Better start practicing your extreme dice rolling maneuvers. D&D will be like a Mountain Dew commercial before long.

I did my time with the Mullet in the 80's I fear I won't be growing the back of my hair out any time soon. None of the other names bother me that much heck Wil Wheaton fits the mold, he was on Star Trek, but Vin represents the cool, hip, extreme sport youth of America, next thing you know we'll have a Tony Hawk CCG and the import racing crowd will start painting 20 sided dice on the hoods of thier cars. The village wagon's will be called whips and will be "Rolling on Dubs" and the Stronghold Builder's Guide will be changed to the Cribs guide to D&D. I can't wait for the "Chillin at the Club" sourcebook.


----------



## Mark (Apr 8, 2003)

Won't need all that bling bling to game at my hizZouse, just a Playah's H-B and your polys, J.D.


----------



## Darius101 (Apr 8, 2003)

Almost forgot that Joey and Chandler on friends must have played or do play because they have a poster of the City of Greyhawk on the wall of their apatment on some older episodes. 

We all know Ross played and alwas into comics also ...haven't heard if those actors have played though.


----------



## Shadeus (Apr 10, 2003)

Mark said:
			
		

> *Won't need all that bling bling to game at my hizZouse, just a Playah's H-B and your polys, J.D. *




You stop that crap now Mark...you're giving me nightmares....


----------



## Mark (Apr 10, 2003)

Shadeus said:
			
		

> *You stop that crap now Mark...you're giving me nightmares.... *




Major Pologetics, Shiznadeus


----------



## Ankh-Morpork Guard (Apr 13, 2003)

Mark said:
			
		

> *
> 
> Major Pologetics, Shiznadeus *




...you're going to hurt yourself...or we're going to hurt you...


----------



## Mark (Apr 13, 2003)

Ankh-Morpork Guard said:
			
		

> *
> 
> ...you're going to hurt yourself...or we're going to hurt you... *




ok i'm sorry i'll stop now...

(Oddly enough, with how nice most EN Worlders are, I am more frightened of the hurting myself possibility!)


----------



## Ankh-Morpork Guard (Apr 13, 2003)

Mark said:
			
		

> *
> 
> ok i'm sorry i'll stop now...
> 
> ...




Shush, that's ruining the threat!...err...


----------



## jdavis (Apr 13, 2003)

The future of D&D:


----------



## Ranger REG (Apr 13, 2003)

It could be worse, like Eminem revealed that he is a gaming geek.


----------



## Alzrius (Apr 13, 2003)

Ranger REG said:
			
		

> *It could be worse, like Eminem revealed that he is a gaming geek.   *




Ten bucks says he uses the _Book of Vile Darkness_.


----------



## Ranger REG (Apr 13, 2003)

Alzrius said:
			
		

> *
> Ten bucks says he uses the Book of Vile Darkness.  *



I don't think Eminem is allowed to read mature content.


----------



## Mark (Apr 13, 2003)

Ranger REG said:
			
		

> *I don't think Eminem is allowed to read mature content.   *




...ironically only able to perform his own material when memorized by rote...


----------



## Jemal (Apr 15, 2003)

Yo, yo, ladies, lay off of Marshal 'fore I lay into you.


----------



## Ranger REG (Apr 15, 2003)

Oh, well. At least it was nice of the Motion Picture Academy to nominate _8 Miles_ as one of the Best Comedy Films. I can't wait to watch the biographical drama film based on a particular white boy rapper in _Malibu's Most Wanted,_ starring Jamie Kennedy.

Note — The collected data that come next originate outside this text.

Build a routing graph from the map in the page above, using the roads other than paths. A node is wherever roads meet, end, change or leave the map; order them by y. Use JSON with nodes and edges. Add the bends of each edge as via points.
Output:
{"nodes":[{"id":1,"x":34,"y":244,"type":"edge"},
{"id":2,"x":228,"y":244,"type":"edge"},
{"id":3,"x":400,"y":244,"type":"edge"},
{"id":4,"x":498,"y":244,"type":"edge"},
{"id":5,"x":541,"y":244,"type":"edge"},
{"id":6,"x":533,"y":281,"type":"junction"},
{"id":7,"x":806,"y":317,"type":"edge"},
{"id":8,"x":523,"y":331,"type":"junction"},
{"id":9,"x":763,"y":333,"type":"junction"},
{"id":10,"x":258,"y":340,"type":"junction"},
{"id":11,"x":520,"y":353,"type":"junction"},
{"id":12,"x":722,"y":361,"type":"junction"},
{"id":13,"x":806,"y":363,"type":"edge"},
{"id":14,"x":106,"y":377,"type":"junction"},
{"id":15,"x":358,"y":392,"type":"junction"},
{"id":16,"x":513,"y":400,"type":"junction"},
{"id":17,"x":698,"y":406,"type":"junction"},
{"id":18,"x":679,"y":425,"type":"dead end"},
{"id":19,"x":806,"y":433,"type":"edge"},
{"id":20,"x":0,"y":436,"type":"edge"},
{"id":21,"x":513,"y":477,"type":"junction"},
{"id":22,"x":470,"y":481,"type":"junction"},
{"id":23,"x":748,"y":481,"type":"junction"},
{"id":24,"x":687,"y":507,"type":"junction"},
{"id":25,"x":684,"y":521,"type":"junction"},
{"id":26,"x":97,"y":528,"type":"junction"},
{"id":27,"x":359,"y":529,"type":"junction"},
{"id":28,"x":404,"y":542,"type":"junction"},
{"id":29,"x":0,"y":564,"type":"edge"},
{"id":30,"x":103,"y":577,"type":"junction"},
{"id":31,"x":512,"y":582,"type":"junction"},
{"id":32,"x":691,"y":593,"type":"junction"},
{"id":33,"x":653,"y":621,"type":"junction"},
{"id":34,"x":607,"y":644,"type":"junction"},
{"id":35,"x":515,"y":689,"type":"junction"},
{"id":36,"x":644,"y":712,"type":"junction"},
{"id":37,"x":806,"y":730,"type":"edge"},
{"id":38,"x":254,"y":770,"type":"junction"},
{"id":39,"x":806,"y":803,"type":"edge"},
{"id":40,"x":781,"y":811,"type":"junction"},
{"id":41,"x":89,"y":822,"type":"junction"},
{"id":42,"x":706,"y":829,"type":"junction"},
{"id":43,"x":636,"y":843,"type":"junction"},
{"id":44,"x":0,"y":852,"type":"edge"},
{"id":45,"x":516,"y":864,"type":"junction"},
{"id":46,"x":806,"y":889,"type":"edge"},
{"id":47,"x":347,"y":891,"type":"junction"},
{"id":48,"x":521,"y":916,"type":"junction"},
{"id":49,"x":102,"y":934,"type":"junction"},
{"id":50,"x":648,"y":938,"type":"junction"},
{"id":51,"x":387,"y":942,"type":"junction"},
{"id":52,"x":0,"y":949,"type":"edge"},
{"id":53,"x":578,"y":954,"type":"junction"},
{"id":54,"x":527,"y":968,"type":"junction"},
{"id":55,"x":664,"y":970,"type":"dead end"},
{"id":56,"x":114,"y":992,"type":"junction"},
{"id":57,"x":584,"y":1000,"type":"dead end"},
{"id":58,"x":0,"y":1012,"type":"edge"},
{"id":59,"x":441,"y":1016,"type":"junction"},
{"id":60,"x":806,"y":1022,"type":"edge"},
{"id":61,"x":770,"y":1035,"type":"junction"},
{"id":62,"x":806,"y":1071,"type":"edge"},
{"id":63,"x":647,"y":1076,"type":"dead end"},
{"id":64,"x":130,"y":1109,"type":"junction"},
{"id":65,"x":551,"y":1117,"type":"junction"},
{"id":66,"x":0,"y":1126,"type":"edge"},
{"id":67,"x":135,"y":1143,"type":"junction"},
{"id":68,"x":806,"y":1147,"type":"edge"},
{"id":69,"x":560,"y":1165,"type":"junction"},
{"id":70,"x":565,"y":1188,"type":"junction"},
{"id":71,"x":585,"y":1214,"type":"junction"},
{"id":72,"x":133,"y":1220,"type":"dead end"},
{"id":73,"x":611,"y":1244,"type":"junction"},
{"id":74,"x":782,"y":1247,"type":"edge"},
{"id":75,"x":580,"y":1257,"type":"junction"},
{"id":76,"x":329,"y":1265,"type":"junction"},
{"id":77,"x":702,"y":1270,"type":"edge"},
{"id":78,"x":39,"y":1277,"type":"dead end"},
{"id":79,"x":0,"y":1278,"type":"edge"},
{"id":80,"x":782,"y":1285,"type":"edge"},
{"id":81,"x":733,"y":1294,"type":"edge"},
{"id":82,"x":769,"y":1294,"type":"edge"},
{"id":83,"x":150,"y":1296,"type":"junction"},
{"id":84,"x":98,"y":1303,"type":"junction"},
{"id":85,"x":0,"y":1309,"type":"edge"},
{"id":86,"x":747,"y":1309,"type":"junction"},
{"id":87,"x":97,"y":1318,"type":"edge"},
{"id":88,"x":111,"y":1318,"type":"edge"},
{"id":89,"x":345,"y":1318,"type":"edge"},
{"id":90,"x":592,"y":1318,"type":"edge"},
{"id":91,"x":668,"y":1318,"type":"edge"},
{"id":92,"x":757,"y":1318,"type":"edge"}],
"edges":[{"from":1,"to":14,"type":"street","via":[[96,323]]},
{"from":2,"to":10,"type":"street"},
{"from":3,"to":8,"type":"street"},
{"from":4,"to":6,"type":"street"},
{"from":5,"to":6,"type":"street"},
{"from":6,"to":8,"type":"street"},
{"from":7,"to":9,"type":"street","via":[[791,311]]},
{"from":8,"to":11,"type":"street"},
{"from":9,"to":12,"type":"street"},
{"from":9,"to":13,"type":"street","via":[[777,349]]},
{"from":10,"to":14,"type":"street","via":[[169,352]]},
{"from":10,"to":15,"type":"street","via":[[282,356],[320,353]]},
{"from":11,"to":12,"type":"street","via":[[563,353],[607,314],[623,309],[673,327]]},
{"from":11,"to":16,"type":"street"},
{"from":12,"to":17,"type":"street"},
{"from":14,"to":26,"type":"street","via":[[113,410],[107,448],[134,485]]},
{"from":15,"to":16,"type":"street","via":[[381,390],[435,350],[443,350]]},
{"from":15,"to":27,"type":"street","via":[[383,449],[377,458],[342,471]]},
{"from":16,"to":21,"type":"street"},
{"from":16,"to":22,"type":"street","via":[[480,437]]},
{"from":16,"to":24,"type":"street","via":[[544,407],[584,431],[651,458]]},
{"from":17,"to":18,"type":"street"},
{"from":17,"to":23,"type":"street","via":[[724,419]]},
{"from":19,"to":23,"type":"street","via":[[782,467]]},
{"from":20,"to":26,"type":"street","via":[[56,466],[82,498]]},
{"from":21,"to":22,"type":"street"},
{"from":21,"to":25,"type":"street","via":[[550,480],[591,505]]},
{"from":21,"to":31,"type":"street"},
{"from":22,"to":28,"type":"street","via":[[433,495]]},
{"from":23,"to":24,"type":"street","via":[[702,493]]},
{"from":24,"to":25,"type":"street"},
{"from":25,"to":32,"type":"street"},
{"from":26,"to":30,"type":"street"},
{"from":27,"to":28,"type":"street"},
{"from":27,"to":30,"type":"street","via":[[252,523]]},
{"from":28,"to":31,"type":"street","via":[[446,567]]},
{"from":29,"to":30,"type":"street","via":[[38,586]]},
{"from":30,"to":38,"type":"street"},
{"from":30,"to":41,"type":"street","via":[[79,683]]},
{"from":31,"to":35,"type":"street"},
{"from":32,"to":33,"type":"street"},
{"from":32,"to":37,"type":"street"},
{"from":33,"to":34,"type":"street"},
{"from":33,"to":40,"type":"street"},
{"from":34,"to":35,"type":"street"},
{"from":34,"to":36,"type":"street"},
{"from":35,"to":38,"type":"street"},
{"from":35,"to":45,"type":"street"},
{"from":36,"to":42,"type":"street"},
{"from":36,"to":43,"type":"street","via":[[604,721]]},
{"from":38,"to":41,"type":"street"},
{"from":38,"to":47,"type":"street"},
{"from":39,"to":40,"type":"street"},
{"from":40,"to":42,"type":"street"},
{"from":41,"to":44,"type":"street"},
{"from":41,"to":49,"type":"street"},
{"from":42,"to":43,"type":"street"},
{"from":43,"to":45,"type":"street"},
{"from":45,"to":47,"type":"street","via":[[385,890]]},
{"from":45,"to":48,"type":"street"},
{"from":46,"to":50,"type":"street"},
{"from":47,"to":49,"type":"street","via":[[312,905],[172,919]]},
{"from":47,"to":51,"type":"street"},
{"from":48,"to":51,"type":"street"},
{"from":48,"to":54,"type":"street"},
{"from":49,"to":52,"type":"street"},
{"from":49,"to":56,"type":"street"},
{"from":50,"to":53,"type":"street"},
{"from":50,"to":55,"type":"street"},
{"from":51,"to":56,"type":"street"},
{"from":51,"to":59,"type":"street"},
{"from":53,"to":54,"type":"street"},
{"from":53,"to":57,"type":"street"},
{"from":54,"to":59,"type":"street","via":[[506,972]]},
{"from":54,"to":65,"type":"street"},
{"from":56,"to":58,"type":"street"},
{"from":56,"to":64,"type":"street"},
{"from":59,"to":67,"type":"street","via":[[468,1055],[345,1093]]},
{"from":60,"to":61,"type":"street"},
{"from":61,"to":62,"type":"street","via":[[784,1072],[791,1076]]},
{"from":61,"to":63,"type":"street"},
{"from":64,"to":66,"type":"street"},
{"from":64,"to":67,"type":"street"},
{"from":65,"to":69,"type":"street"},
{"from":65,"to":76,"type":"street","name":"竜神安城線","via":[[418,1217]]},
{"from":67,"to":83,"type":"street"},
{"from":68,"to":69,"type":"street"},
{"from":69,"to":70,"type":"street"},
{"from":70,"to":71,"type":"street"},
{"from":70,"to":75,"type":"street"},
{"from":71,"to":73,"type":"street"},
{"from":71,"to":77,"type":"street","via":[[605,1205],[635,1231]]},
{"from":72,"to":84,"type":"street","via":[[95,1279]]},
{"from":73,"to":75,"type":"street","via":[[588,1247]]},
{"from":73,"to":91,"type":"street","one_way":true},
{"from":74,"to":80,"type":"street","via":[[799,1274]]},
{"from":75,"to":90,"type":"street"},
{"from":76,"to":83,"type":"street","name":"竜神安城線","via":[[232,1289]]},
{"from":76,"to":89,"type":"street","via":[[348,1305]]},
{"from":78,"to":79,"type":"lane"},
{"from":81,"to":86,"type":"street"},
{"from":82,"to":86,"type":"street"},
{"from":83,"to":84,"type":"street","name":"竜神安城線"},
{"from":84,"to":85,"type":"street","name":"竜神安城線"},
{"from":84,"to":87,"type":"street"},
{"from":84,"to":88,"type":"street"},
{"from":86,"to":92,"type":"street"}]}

You would think the producers of _White Men Can't Jump_ would start filming the sequel, _White Men Can't Rap._ They could cast that guy from _SNL,_ Chris Parnell. He's what I call a White-Collar Gangsta, the kind of guy who would sit in an office cubicle by day and raps by night.

http://www.nbc.com/Saturday_Night_Live/bios/Chris_Parnell.html


----------



## Alzrius (Apr 15, 2003)

Jemal said:
			
		

> *Yo, yo, ladies, lay off of Marshal 'fore I lay into you. *




Whoa brotha', don't be dissin' a boy who just be hangin' wit his homies.

Seriously though, I think Eminem's stuff is great. I have his newest album, and I think his music is great in how he isn't afraid to attack, well, pretty much anything. There's also a great lesson in the fact that he had a horrible childhood, and instead of killing people he's turned it into a successful musical career. Its inspiring in that sense.


----------



## Cartolis (Apr 21, 2003)

all i can say about this is that you know the world is comming to an end when it is discovered that the tallest basketball player in the nba is from china, the most popular rapper is white, and vin is a geek!!!

I think its cool that we have some clebs that are thought of as "cool" playing. this is a great game and if the close minded of the world would get the corn cobbs out they might realise it.


----------



## Jemal (Apr 23, 2003)

Cartolis said:
			
		

> *all i can say about this is that you know the world is comming to an end when it is discovered that the tallest basketball player in the nba is from china, the most popular rapper is white, and vin is a geek!!! *




Holy sh*t man, I never thought about it like that...
THE END IS NEAR!!!!!!!!!!!!!!!!!!!!!!!!!!!!!!!!!!!!!!!!


----------



## Storm Raven (Apr 23, 2003)

Cartolis said:
			
		

> *all i can say about this is that you know the world is comming to an end when it is discovered that the tallest basketball player in the nba is from china, the most popular rapper is white, and vin is a geek!!!*




Also, the best golfer in the world is a black man. Yet more evidence of the end of the world.


----------